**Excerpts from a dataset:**
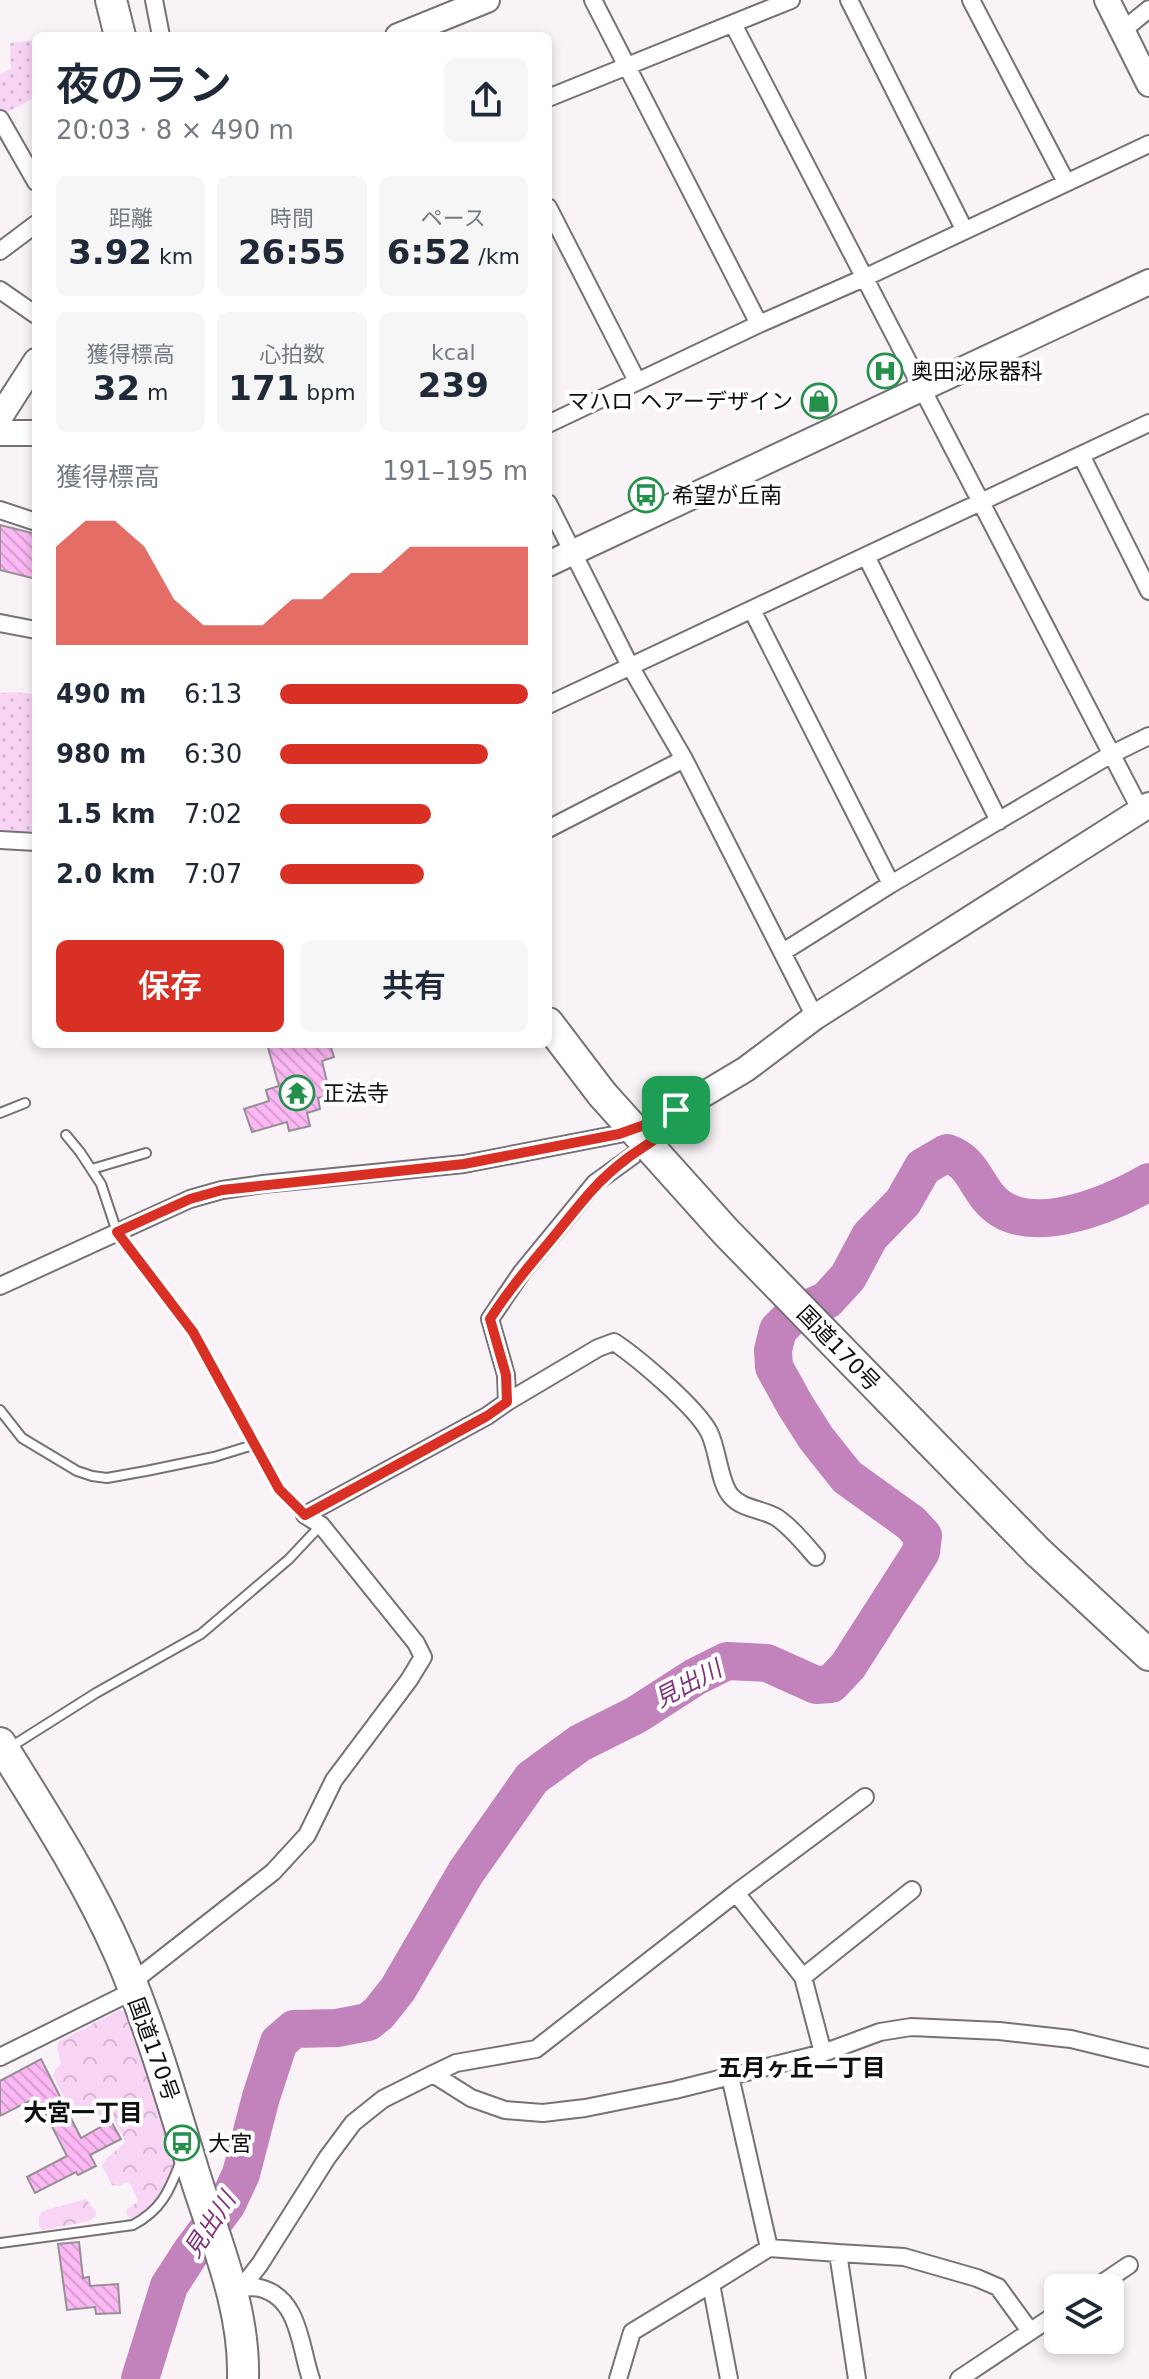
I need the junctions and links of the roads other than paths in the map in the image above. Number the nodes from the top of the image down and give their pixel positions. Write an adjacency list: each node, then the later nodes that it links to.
1 (111, 0): 12 (highway)
2 (154, 0): 13 (street)
3 (593, 0): 15 (street)
4 (791, 0): 10 (street)
5 (849, 0): 24 (street)
6 (971, 0): 21 (street)
7 (1107, 0): 11 (street)
8 (475, 2): 14 (street)
9 (1149, 9): 11 (street)
10 (733, 24): 15 (street); 26 (street)
11 (1122, 31): 16 (street)
12 (119, 32)
13 (160, 32)
14 (407, 32)
15 (626, 65): 17 (street); 30 (street)
16 (1149, 84)
17 (552, 96)
18 (0, 119): 20 (street)
19 (1149, 144): 21 (street)
20 (32, 175)
21 (1066, 182): 24 (street)
22 (552, 215): 32 (street)
23 (32, 227): 25 (street)
24 (964, 229): 26 (street)
25 (0, 251)
26 (864, 278): 30 (street); 33 (street)
27 (1149, 282): 33 (street)
28 (0, 290): 29 (street)
29 (32, 312)
30 (759, 324): 32 (street)
31 (32, 367): 34 (street)
32 (637, 381): 35 (street)
33 (922, 390): 40 (street); 44 (street)
34 (0, 417)
35 (552, 422)
36 (1149, 423): 39 (street)
37 (0, 433): 38 (street)
38 (32, 433)
39 (1081, 455): 40 (street); 47 (street)
40 (980, 503): 45 (street); 54 (street)
41 (0, 510): 43 (street)
42 (552, 511): 44 (street)
43 (32, 521)
44 (573, 553): 46 (street); 51 (street)
45 (866, 556): 48 (street); 57 (street)
46 (552, 562)
47 (1149, 591)
48 (752, 610): 51 (street); 61 (street)
49 (0, 623): 50 (street)
50 (32, 629)
51 (630, 666): 52 (street); 55 (street)
52 (552, 703)
53 (1149, 736): 54 (street)
54 (1110, 755): 56 (street); 57 (street)
55 (684, 759): 58 (street); 62 (street)
56 (1144, 807): 63 (street)
57 (999, 821): 61 (street)
58 (552, 827)
59 (0, 840): 60 (street)
60 (32, 842)
61 (891, 884): 62 (street)
62 (783, 952): 63 (street)
63 (815, 1017): 65 (street)
64 (552, 1028): 80 (highway, 国道170号, bridge)
65 (701, 1096): 67 (street)
66 (25, 1103): 68 (lane)
67 (676, 1110): 72 (street); 74 (street)
68 (0, 1113)
69 (66, 1135): 71 (lane)
70 (146, 1153): 71 (lane)
71 (92, 1169): 72 (lane)
72 (117, 1232): 73 (street); 76 (lane)
73 (0, 1286)
74 (507, 1402): 77 (street); 79 (street)
75 (0, 1410): 76 (lane)
76 (253, 1445): 77 (lane)
77 (305, 1515): 78 (street)
78 (321, 1525): 81 (lane); 86 (street)
79 (816, 1557)
80 (1149, 1655)
81 (1, 1746): 86 (highway, 国道170号)
82 (865, 1797): 84 (street)
83 (912, 1890): 85 (street)
84 (736, 1893): 85 (street); 90 (street)
85 (803, 1977): 87 (street)
86 (132, 1987): 88 (street); 92 (highway, 国道170号)
87 (823, 2053): 89 (street); 91 (street)
88 (0, 2057)
89 (1149, 2058)
90 (433, 2074): 91 (street); 98 (street)
91 (730, 2076): 94 (street)
92 (186, 2143): 93 (lane); 98 (highway, 国道170号)
93 (0, 2243)
94 (769, 2248): 95 (street); 99 (street)
95 (838, 2253): 101 (street); 106 (street)
96 (1129, 2265): 97 (street)
97 (1116, 2274)
98 (230, 2281): 102 (highway, 国道170号); 103 (street)
99 (711, 2284): 104 (street); 105 (street)
100 (1044, 2322): 101 (street)
101 (1030, 2331): 107 (street)
102 (243, 2379)
103 (311, 2379)
104 (618, 2379)
105 (729, 2379)
106 (857, 2379)
107 (959, 2379)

**What you should do:**
The entries above must be output exactly, with every image left out.

**Completed exercise:**
I need the junctions and links of the roads other than paths in the map in the image above. Number the nodes from the top of the image down and give their pixel positions. Write an adjacency list: each node, then the later nodes that it links to.
1 (111, 0): 12 (highway)
2 (154, 0): 13 (street)
3 (593, 0): 15 (street)
4 (791, 0): 10 (street)
5 (849, 0): 24 (street)
6 (971, 0): 21 (street)
7 (1107, 0): 11 (street)
8 (475, 2): 14 (street)
9 (1149, 9): 11 (street)
10 (733, 24): 15 (street); 26 (street)
11 (1122, 31): 16 (street)
12 (119, 32)
13 (160, 32)
14 (407, 32)
15 (626, 65): 17 (street); 30 (street)
16 (1149, 84)
17 (552, 96)
18 (0, 119): 20 (street)
19 (1149, 144): 21 (street)
20 (32, 175)
21 (1066, 182): 24 (street)
22 (552, 215): 32 (street)
23 (32, 227): 25 (street)
24 (964, 229): 26 (street)
25 (0, 251)
26 (864, 278): 30 (street); 33 (street)
27 (1149, 282): 33 (street)
28 (0, 290): 29 (street)
29 (32, 312)
30 (759, 324): 32 (street)
31 (32, 367): 34 (street)
32 (637, 381): 35 (street)
33 (922, 390): 40 (street); 44 (street)
34 (0, 417)
35 (552, 422)
36 (1149, 423): 39 (street)
37 (0, 433): 38 (street)
38 (32, 433)
39 (1081, 455): 40 (street); 47 (street)
40 (980, 503): 45 (street); 54 (street)
41 (0, 510): 43 (street)
42 (552, 511): 44 (street)
43 (32, 521)
44 (573, 553): 46 (street); 51 (street)
45 (866, 556): 48 (street); 57 (street)
46 (552, 562)
47 (1149, 591)
48 (752, 610): 51 (street); 61 (street)
49 (0, 623): 50 (street)
50 (32, 629)
51 (630, 666): 52 (street); 55 (street)
52 (552, 703)
53 (1149, 736): 54 (street)
54 (1110, 755): 56 (street); 57 (street)
55 (684, 759): 58 (street); 62 (street)
56 (1144, 807): 63 (street)
57 (999, 821): 61 (street)
58 (552, 827)
59 (0, 840): 60 (street)
60 (32, 842)
61 (891, 884): 62 (street)
62 (783, 952): 63 (street)
63 (815, 1017): 65 (street)
64 (552, 1028): 80 (highway, 国道170号, bridge)
65 (701, 1096): 67 (street)
66 (25, 1103): 68 (lane)
67 (676, 1110): 72 (street); 74 (street)
68 (0, 1113)
69 (66, 1135): 71 (lane)
70 (146, 1153): 71 (lane)
71 (92, 1169): 72 (lane)
72 (117, 1232): 73 (street); 76 (lane)
73 (0, 1286)
74 (507, 1402): 77 (street); 79 (street)
75 (0, 1410): 76 (lane)
76 (253, 1445): 77 (lane)
77 (305, 1515): 78 (street)
78 (321, 1525): 81 (lane); 86 (street)
79 (816, 1557)
80 (1149, 1655)
81 (1, 1746): 86 (highway, 国道170号)
82 (865, 1797): 84 (street)
83 (912, 1890): 85 (street)
84 (736, 1893): 85 (street); 90 (street)
85 (803, 1977): 87 (street)
86 (132, 1987): 88 (street); 92 (highway, 国道170号)
87 (823, 2053): 89 (street); 91 (street)
88 (0, 2057)
89 (1149, 2058)
90 (433, 2074): 91 (street); 98 (street)
91 (730, 2076): 94 (street)
92 (186, 2143): 93 (lane); 98 (highway, 国道170号)
93 (0, 2243)
94 (769, 2248): 95 (street); 99 (street)
95 (838, 2253): 101 (street); 106 (street)
96 (1129, 2265): 97 (street)
97 (1116, 2274)
98 (230, 2281): 102 (highway, 国道170号); 103 (street)
99 (711, 2284): 104 (street); 105 (street)
100 (1044, 2322): 101 (street)
101 (1030, 2331): 107 (street)
102 (243, 2379)
103 (311, 2379)
104 (618, 2379)
105 (729, 2379)
106 (857, 2379)
107 (959, 2379)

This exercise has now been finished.